## TASK BRIEF
Search the data below for the word "path" and report how many lines contain it. Nothing but the number is needed.

[Stored data]
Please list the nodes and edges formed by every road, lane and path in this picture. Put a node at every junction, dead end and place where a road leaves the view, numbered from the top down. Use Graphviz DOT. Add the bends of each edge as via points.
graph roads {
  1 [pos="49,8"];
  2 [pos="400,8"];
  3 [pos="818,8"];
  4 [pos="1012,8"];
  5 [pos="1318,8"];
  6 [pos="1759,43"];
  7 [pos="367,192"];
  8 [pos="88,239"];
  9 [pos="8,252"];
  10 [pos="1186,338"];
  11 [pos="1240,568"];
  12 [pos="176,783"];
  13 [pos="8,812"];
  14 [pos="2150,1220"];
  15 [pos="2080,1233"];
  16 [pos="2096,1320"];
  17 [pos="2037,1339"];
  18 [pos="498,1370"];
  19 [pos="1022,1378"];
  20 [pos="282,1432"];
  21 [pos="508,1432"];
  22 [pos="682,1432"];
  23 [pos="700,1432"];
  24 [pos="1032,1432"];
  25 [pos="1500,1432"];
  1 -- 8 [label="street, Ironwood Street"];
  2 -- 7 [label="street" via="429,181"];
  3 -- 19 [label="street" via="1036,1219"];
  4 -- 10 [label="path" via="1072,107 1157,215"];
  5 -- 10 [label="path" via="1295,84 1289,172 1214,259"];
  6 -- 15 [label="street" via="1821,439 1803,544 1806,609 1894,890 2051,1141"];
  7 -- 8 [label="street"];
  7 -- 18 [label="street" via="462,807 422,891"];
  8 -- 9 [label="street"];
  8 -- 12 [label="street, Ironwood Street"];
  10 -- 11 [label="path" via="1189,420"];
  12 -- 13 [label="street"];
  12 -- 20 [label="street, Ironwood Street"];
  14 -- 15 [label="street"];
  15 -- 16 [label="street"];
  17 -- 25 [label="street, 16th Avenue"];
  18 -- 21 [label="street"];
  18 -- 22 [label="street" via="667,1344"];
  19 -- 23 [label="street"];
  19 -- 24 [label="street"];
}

## WRITTEN SOLUTION
4